Теперь, с учетом изложенного,
представляется целесообразным вернуться
к перечисленным ранее
Понимание культуры как целостности воплощается во взаимодополнении двух векторов размышлений ученого. С одной стороны, глубокий научный потенциал и высочайший нравственный пафос имеет идея Дмитрия Сергеевича о целостности культурных и природных систем, где целое предшествует части, определяя ее сущность и функции. Академик полагал, что культурология в этой ипостаси близка экологии — и та и другая науки должны изучать всю взаимосвязанность системы, понимая мир природы и культуры как целое, которое предшествует бытию каждой части, определяет все ее проявления.

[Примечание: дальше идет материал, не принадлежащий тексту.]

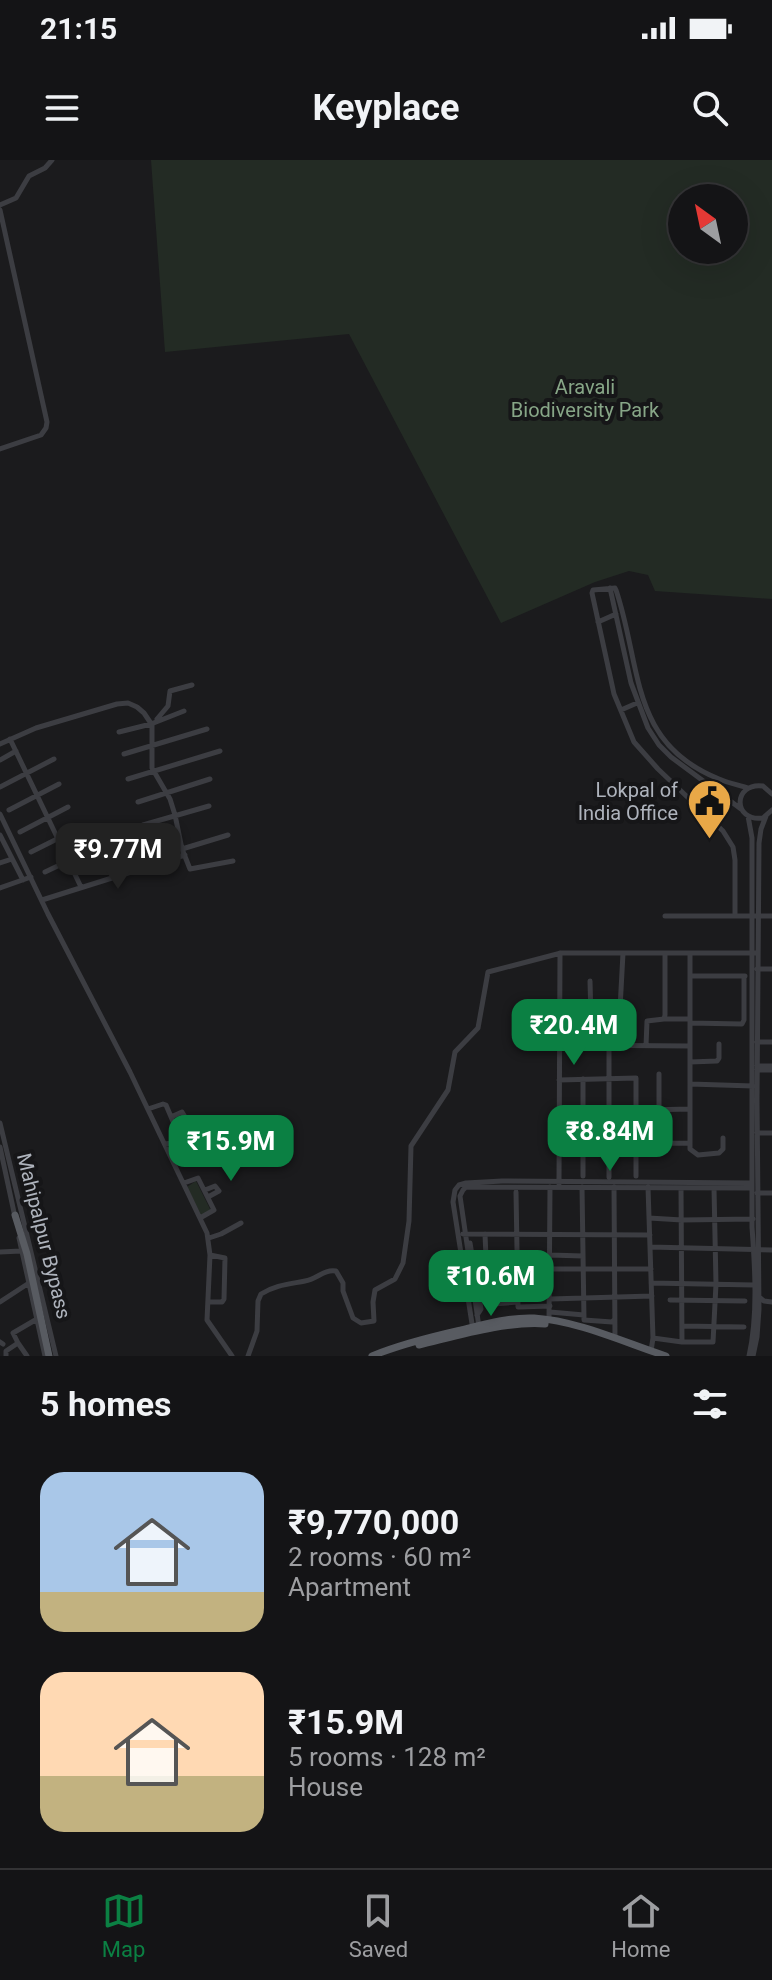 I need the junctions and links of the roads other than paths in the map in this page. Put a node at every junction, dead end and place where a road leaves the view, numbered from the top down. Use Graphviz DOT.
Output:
graph roads {
  1 [pos="52,160"];
  2 [pos="0,208"];
  3 [pos="0,449"];
  4 [pos="610,588"];
  5 [pos="622,612"];
  6 [pos="615,615"];
  7 [pos="598,622"];
  8 [pos="192,685"];
  9 [pos="637,703"];
  10 [pos="621,710"];
  11 [pos="184,711"];
  12 [pos="152,723"];
  13 [pos="207,729"];
  14 [pos="119,732"];
  15 [pos="10,739"];
  16 [pos="0,744"];
  17 [pos="152,747"];
  18 [pos="16,751"];
  19 [pos="220,751"];
  20 [pos="124,754"];
  21 [pos="54,759"];
  22 [pos="0,760"];
  23 [pos="153,771"];
  24 [pos="26,773"];
  25 [pos="128,779"];
  26 [pos="210,779"];
  27 [pos="59,784"];
  28 [pos="0,787"];
  29 [pos="748,788"];
  30 [pos="166,792"];
  31 [pos="772,794"];
  32 [pos="37,795"];
  33 [pos="138,802"];
  34 [pos="209,806"];
  35 [pos="68,807"];
  36 [pos="741,809"];
  37 [pos="9,810"];
  38 [pos="772,810"];
  39 [pos="0,814"];
  40 [pos="175,815"];
  41 [pos="748,816"];
  42 [pos="766,816"];
  43 [pos="48,817"];
  44 [pos="143,825"];
  45 [pos="77,829"];
  46 [pos="20,832"];
  47 [pos="0,835"];
  48 [pos="228,835"];
  49 [pos="58,839"];
  50 [pos="180,841"];
  51 [pos="145,851"];
  52 [pos="31,852"];
  53 [pos="184,852"];
  54 [pos="83,854"];
  55 [pos="12,859"];
  56 [pos="69,860"];
  57 [pos="233,861"];
  58 [pos="0,863"];
  59 [pos="45,872"];
  60 [pos="31,877"];
  61 [pos="23,880"];
  62 [pos="81,887"];
  63 [pos="0,888"];
  64 [pos="42,900"];
  65 [pos="665,916"];
  66 [pos="735,916"];
  67 [pos="755,916"];
  68 [pos="772,916"];
  69 [pos="560,953"];
  70 [pos="623,953"];
  71 [pos="665,953"];
  72 [pos="690,953"];
  73 [pos="755,953"];
  74 [pos="772,969"];
  75 [pos="754,972"];
  76 [pos="690,976"];
  77 [pos="744,976"];
  78 [pos="590,981"];
  79 [pos="560,1019"];
  80 [pos="591,1019"];
  81 [pos="664,1019"];
  82 [pos="621,1021"];
  83 [pos="690,1021"];
  84 [pos="755,1042"];
  85 [pos="772,1042"];
  86 [pos="719,1044"];
  87 [pos="560,1045"];
  88 [pos="609,1046"];
  89 [pos="618,1046"];
  90 [pos="646,1046"];
  91 [pos="690,1046"];
  92 [pos="690,1062"];
  93 [pos="755,1068"];
  94 [pos="772,1068"];
  95 [pos="659,1074"];
  96 [pos="609,1078"];
  97 [pos="583,1079"];
  98 [pos="559,1080"];
  99 [pos="690,1084"];
  100 [pos="753,1086"];
  101 [pos="148,1109"];
  102 [pos="690,1109"];
  103 [pos="652,1110"];
  104 [pos="659,1110"];
  105 [pos="582,1111"];
  106 [pos="636,1111"];
  107 [pos="559,1112"];
  108 [pos="609,1112"];
  109 [pos="171,1117"];
  110 [pos="0,1123"];
  111 [pos="175,1125"];
  112 [pos="559,1128"];
  113 [pos="582,1128"];
  114 [pos="609,1129"];
  115 [pos="635,1129"];
  116 [pos="757,1133"];
  117 [pos="772,1133"];
  118 [pos="723,1138"];
  119 [pos="690,1143"];
  120 [pos="165,1144"];
  121 [pos="609,1144"];
  122 [pos="635,1144"];
  123 [pos="559,1145"];
  124 [pos="582,1145"];
  125 [pos="0,1147"];
  126 [pos="583,1176"];
  127 [pos="636,1176"];
  128 [pos="609,1177"];
  129 [pos="184,1183"];
  130 [pos="559,1185"];
  131 [pos="550,1187"];
  132 [pos="582,1187"];
  133 [pos="614,1187"];
  134 [pos="648,1187"];
  135 [pos="755,1187"];
  136 [pos="461,1188"];
  137 [pos="681,1188"];
  138 [pos="714,1188"];
  139 [pos="205,1190"];
  140 [pos="516,1192"];
  141 [pos="772,1193"];
  142 [pos="208,1197"];
  143 [pos="15,1215"];
  144 [pos="200,1218"];
  145 [pos="649,1218"];
  146 [pos="715,1219"];
  147 [pos="753,1219"];
  148 [pos="682,1220"];
  149 [pos="241,1223"];
  150 [pos="458,1234"];
  151 [pos="468,1234"];
  152 [pos="485,1234"];
  153 [pos="517,1234"];
  154 [pos="550,1234"];
  155 [pos="583,1234"];
  156 [pos="614,1234"];
  157 [pos="650,1235"];
  158 [pos="209,1238"];
  159 [pos="650,1247"];
  160 [pos="682,1247"];
  161 [pos="715,1248"];
  162 [pos="756,1250"];
  163 [pos="772,1250"];
  164 [pos="21,1251"];
  165 [pos="0,1252"];
  166 [pos="210,1255"];
  167 [pos="550,1255"];
  168 [pos="583,1256"];
  169 [pos="518,1269"];
  170 [pos="550,1269"];
  171 [pos="614,1269"];
  172 [pos="651,1269"];
  173 [pos="583,1270"];
  174 [pos="476,1281"];
  175 [pos="487,1281"];
  176 [pos="29,1283"];
  177 [pos="651,1283"];
  178 [pos="682,1284"];
  179 [pos="716,1284"];
  180 [pos="756,1285"];
  181 [pos="614,1296"];
  182 [pos="652,1296"];
  183 [pos="759,1297"];
  184 [pos="584,1298"];
  185 [pos="550,1299"];
  186 [pos="670,1300"];
  187 [pos="682,1300"];
  188 [pos="715,1300"];
  189 [pos="745,1301"];
  190 [pos="0,1302"];
  191 [pos="208,1302"];
  192 [pos="518,1302"];
  193 [pos="772,1302"];
  194 [pos="550,1313"];
  195 [pos="477,1315"];
  196 [pos="584,1315"];
  197 [pos="37,1319"];
  198 [pos="614,1320"];
  199 [pos="682,1326"];
  200 [pos="714,1326"];
  201 [pos="744,1327"];
  202 [pos="476,1329"];
  203 [pos="615,1337"];
  204 [pos="653,1338"];
  205 [pos="682,1342"];
  206 [pos="18,1343"];
  207 [pos="653,1354"];
  208 [pos="6,1356"];
  209 [pos="27,1356"];
  210 [pos="47,1356"];
  211 [pos="56,1356"];
  212 [pos="232,1356"];
  213 [pos="248,1356"];
  214 [pos="372,1356"];
  215 [pos="382,1356"];
  216 [pos="666,1356"];
  217 [pos="751,1356"];
  1 -- 2 [label="street"];
  2 -- 3 [label="street"];
  4 -- 5 [label="street"];
  4 -- 6 [label="street"];
  4 -- 7 [label="street"];
  5 -- 6 [label="street"];
  5 -- 29 [label="street"];
  6 -- 7 [label="street"];
  6 -- 9 [label="street"];
  7 -- 10 [label="street"];
  8 -- 12 [label="street"];
  9 -- 10 [label="street"];
  9 -- 36 [label="street"];
  10 -- 66 [label="street"];
  11 -- 12 [label="street"];
  12 -- 14 [label="street"];
  12 -- 15 [label="street"];
  12 -- 17 [label="street"];
  13 -- 17 [label="street"];
  15 -- 16 [label="street"];
  15 -- 18 [label="street"];
  17 -- 20 [label="street"];
  17 -- 23 [label="street"];
  18 -- 22 [label="street"];
  18 -- 24 [label="street"];
  19 -- 23 [label="street"];
  21 -- 24 [label="street"];
  23 -- 25 [label="street"];
  23 -- 30 [label="street"];
  24 -- 28 [label="street"];
  24 -- 32 [label="street"];
  26 -- 30 [label="street"];
  27 -- 32 [label="street"];
  29 -- 31 [label="street"];
  29 -- 36 [label="street"];
  30 -- 33 [label="street"];
  30 -- 40 [label="street"];
  32 -- 37 [label="street"];
  32 -- 43 [label="street"];
  34 -- 40 [label="street"];
  35 -- 43 [label="street"];
  36 -- 41 [label="street"];
  38 -- 42 [label="street"];
  39 -- 60 [label="street"];
  40 -- 44 [label="street"];
  40 -- 50 [label="street"];
  41 -- 42 [label="street"];
  41 -- 67 [label="street"];
  42 -- 67 [label="street"];
  43 -- 46 [label="street"];
  43 -- 49 [label="street"];
  45 -- 49 [label="street"];
  47 -- 55 [label="street"];
  48 -- 53 [label="street"];
  49 -- 52 [label="street"];
  49 -- 56 [label="street"];
  50 -- 51 [label="street"];
  50 -- 53 [label="street"];
  53 -- 57 [label="street"];
  53 -- 62 [label="street"];
  54 -- 56 [label="street"];
  55 -- 58 [label="street"];
  55 -- 61 [label="street"];
  56 -- 59 [label="street"];
  56 -- 62 [label="street"];
  60 -- 61 [label="street"];
  60 -- 64 [label="street"];
  61 -- 63 [label="street"];
  62 -- 64 [label="street"];
  64 -- 101 [label="street"];
  65 -- 66 [label="street"];
  66 -- 67 [label="street"];
  67 -- 68 [label="street"];
  67 -- 73 [label="street"];
  69 -- 70 [label="street"];
  69 -- 79 [label="street"];
  69 -- 213 [label="street"];
  70 -- 71 [label="street"];
  70 -- 82 [label="street"];
  71 -- 72 [label="street"];
  71 -- 81 [label="street"];
  72 -- 73 [label="street"];
  72 -- 76 [label="street"];
  73 -- 75 [label="street"];
  74 -- 75 [label="street"];
  75 -- 77 [label="street"];
  75 -- 84 [label="street"];
  76 -- 77 [label="street"];
  76 -- 83 [label="street"];
  77 -- 83 [label="street"];
  78 -- 80 [label="street"];
  79 -- 80 [label="street"];
  79 -- 87 [label="street"];
  80 -- 82 [label="street"];
  81 -- 83 [label="street"];
  81 -- 90 [label="street"];
  82 -- 89 [label="street"];
  83 -- 91 [label="street"];
  84 -- 85 [label="street"];
  84 -- 93 [label="street"];
  86 -- 92 [label="street"];
  87 -- 88 [label="street"];
  87 -- 98 [label="street"];
  88 -- 89 [label="street"];
  88 -- 96 [label="street"];
  89 -- 90 [label="street"];
  90 -- 91 [label="street"];
  91 -- 92 [label="street"];
  92 -- 99 [label="street"];
  93 -- 94 [label="street"];
  93 -- 100 [label="street"];
  93 -- 116 [label="street"];
  95 -- 104 [label="street"];
  96 -- 97 [label="street"];
  96 -- 106 [label="street"];
  96 -- 108 [label="street"];
  97 -- 98 [label="street"];
  97 -- 105 [label="street"];
  98 -- 107 [label="street"];
  99 -- 100 [label="street"];
  99 -- 102 [label="street"];
  100 -- 135 [label="street"];
  101 -- 109 [label="street"];
  101 -- 120 [label="street"];
  102 -- 104 [label="street"];
  102 -- 119 [label="street"];
  103 -- 104 [label="street"];
  103 -- 106 [label="street"];
  103 -- 115 [label="street"];
  105 -- 107 [label="street"];
  105 -- 108 [label="street"];
  105 -- 113 [label="street"];
  106 -- 108 [label="street"];
  106 -- 115 [label="street"];
  107 -- 112 [label="street"];
  108 -- 114 [label="street"];
  109 -- 111 [label="street"];
  109 -- 111 [label="street"];
  110 -- 211 [label="street, Mahipalpur Bypass"];
  111 -- 120 [label="street"];
  112 -- 113 [label="street"];
  112 -- 123 [label="street"];
  113 -- 114 [label="street"];
  113 -- 124 [label="street"];
  114 -- 115 [label="street"];
  114 -- 121 [label="street"];
  115 -- 122 [label="street"];
  116 -- 117 [label="street"];
  116 -- 135 [label="street"];
  118 -- 119 [label="street"];
  119 -- 122 [label="street"];
  120 -- 129 [label="street"];
  121 -- 122 [label="street"];
  121 -- 124 [label="street"];
  121 -- 128 [label="street"];
  122 -- 127 [label="street"];
  123 -- 124 [label="street"];
  123 -- 130 [label="street"];
  124 -- 126 [label="street"];
  125 -- 143 [label="street, Mahipalpur Bypass"];
  129 -- 139 [label="street"];
  129 -- 144 [label="street"];
  130 -- 131 [label="street"];
  130 -- 132 [label="street"];
  130 -- 135 [label="street"];
  130 -- 136 [label="street"];
  131 -- 136 [label="street"];
  131 -- 154 [label="street"];
  132 -- 133 [label="street"];
  132 -- 155 [label="street"];
  133 -- 134 [label="street"];
  133 -- 156 [label="street"];
  134 -- 137 [label="street"];
  134 -- 145 [label="street"];
  135 -- 138 [label="street"];
  135 -- 141 [label="street"];
  135 -- 147 [label="street"];
  135 -- 162 [label="street"];
  136 -- 150 [label="street"];
  136 -- 151 [label="street"];
  137 -- 138 [label="street"];
  137 -- 148 [label="street"];
  138 -- 146 [label="street"];
  139 -- 142 [label="street"];
  139 -- 142 [label="street"];
  140 -- 153 [label="street"];
  142 -- 144 [label="street"];
  143 -- 164 [label="street, Mahipalpur Bypass"];
  143 -- 210 [label="main road"];
  144 -- 158 [label="street"];
  145 -- 148 [label="street"];
  145 -- 157 [label="street"];
  146 -- 147 [label="street"];
  146 -- 148 [label="street"];
  146 -- 161 [label="street"];
  147 -- 162 [label="street"];
  148 -- 160 [label="street"];
  149 -- 158 [label="street"];
  150 -- 151 [label="street"];
  150 -- 202 [label="street"];
  151 -- 152 [label="street"];
  151 -- 174 [label="street"];
  151 -- 195 [label="street"];
  152 -- 153 [label="street"];
  152 -- 175 [label="street"];
  153 -- 154 [label="street"];
  153 -- 169 [label="street"];
  154 -- 155 [label="street"];
  154 -- 167 [label="street"];
  155 -- 156 [label="street"];
  155 -- 168 [label="street"];
  156 -- 157 [label="street"];
  156 -- 171 [label="street"];
  157 -- 159 [label="street"];
  158 -- 166 [label="street"];
  159 -- 160 [label="street"];
  159 -- 172 [label="street"];
  160 -- 161 [label="street"];
  160 -- 178 [label="street"];
  161 -- 162 [label="street"];
  161 -- 179 [label="street"];
  162 -- 163 [label="street"];
  162 -- 180 [label="street"];
  164 -- 165 [label="street"];
  164 -- 176 [label="street, Mahipalpur Bypass"];
  166 -- 191 [label="street"];
  166 -- 191 [label="street"];
  167 -- 168 [label="street"];
  167 -- 170 [label="street"];
  168 -- 173 [label="street"];
  169 -- 170 [label="street"];
  169 -- 192 [label="street"];
  170 -- 173 [label="street"];
  170 -- 185 [label="street"];
  171 -- 172 [label="street"];
  171 -- 173 [label="street"];
  171 -- 181 [label="street"];
  172 -- 177 [label="street"];
  173 -- 184 [label="street"];
  174 -- 175 [label="street"];
  174 -- 195 [label="street"];
  175 -- 192 [label="street"];
  176 -- 190 [label="street"];
  176 -- 197 [label="street, Mahipalpur Bypass"];
  177 -- 178 [label="street"];
  177 -- 182 [label="street"];
  178 -- 179 [label="street"];
  178 -- 187 [label="street"];
  179 -- 180 [label="street"];
  179 -- 188 [label="street"];
  180 -- 183 [label="street"];
  180 -- 217 [label="street"];
  181 -- 182 [label="street"];
  181 -- 184 [label="street"];
  181 -- 198 [label="street"];
  182 -- 204 [label="street"];
  183 -- 193 [label="street"];
  183 -- 217 [label="street"];
  184 -- 185 [label="street"];
  184 -- 196 [label="street"];
  185 -- 194 [label="street"];
  186 -- 187 [label="street"];
  187 -- 188 [label="street"];
  187 -- 199 [label="street"];
  188 -- 189 [label="street"];
  188 -- 200 [label="street"];
  191 -- 212 [label="street"];
  192 -- 194 [label="street"];
  194 -- 196 [label="street"];
  194 -- 202 [label="main road"];
  194 -- 203 [label="main road"];
  195 -- 202 [label="street"];
  196 -- 198 [label="street"];
  197 -- 206 [label="street"];
  197 -- 210 [label="street, Mahipalpur Bypass"];
  198 -- 203 [label="street"];
  199 -- 200 [label="street"];
  199 -- 205 [label="street"];
  200 -- 201 [label="street"];
  200 -- 205 [label="street"];
  202 -- 207 [label="main road"];
  202 -- 214 [label="main road"];
  202 -- 215 [label="main road"];
  203 -- 207 [label="main road"];
  204 -- 205 [label="street"];
  204 -- 207 [label="street"];
  206 -- 208 [label="street"];
  206 -- 209 [label="street"];
  207 -- 216 [label="main road"];
}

С другой стороны, Д. С. Лихачев рассматривал каждый отдельный феномен культуры как «зеркало», отражающее культурную систему в ее системном единстве. Искусство и язык, религиозно-философские взгляды, быт и нравы, обычаи и право — все, что создано руками и разумом человека, есть предмет культурологии, обращение к которому позволяет полнее и глубже понять специфику культурного целого. При этом академик конструирует свое особое видение внутреннего морфологического строения культуры, выделяя своего рода культурные комплексы и исследуя их взаимовлияние и эволюции.
Однако непосредственным объектом его анализа становятся тексты- источники, выступающие «пассивной» формой отражения целостного культурно-исторического, этнокультурного, духовно-нравственного, социально-психологического и ментального комплекса культуры. Это прежде всего тексты художественной и религиозной культуры, которые определяют культурную вертикаль и принадлежат к высшим проявлениям человеческого духа, являют собой творческое начало «антиэнтропийной направленности», противостоящее энтропическому погружению в бессловесность и хаос.
Академик фундаментально обосновал перспективное направление самоопределения культурологии как особой сферы знания, которое со временем все больше проявляет актуальность. В рамках этой парадигмы знание трактуется как результат специфической методологии, упорядочивающей, понимающей и интерпретирующей информацию, полученную о культуре другими науками. При этом культурология не обязательно обращается к культуре в ее эмпирических формах — она на более высоком уровне обобщенности создает и воссоздает феномен культуры как системной целостности, используя для этих целей результаты других наук социально-гуманитарного цикла путем переосмысления и переинтерпретации эмпирических сведений и базирующихся на них концепций, наведения смысловых мостов между различными областями знаний, выявления их взаимодополняющего характера, что не только придает культурологическому знанию подлинно комплексный и междисциплинарный характер, но и обеспечивает синергетический эффект (не столько большее знание, сколько неожиданное, не вытекающее из отдельных частей).
Говоря об онтологизме историко-культурного дискурса, его проектном характере как еще одной новации Лихачева в области методологии, следует отметить его стремление утвердить в научной среде право на реконструкцию, то есть на создание целостных моделей утраченных культурных и исторических реалий путем восполнения лакун, и не только непротиворечивыми гипотетическими предположениями, но и верой исследователя, его творящей любовью. Новое знание прорастает здесь из интуиции, а интуиция — из целостного системного видения культуры.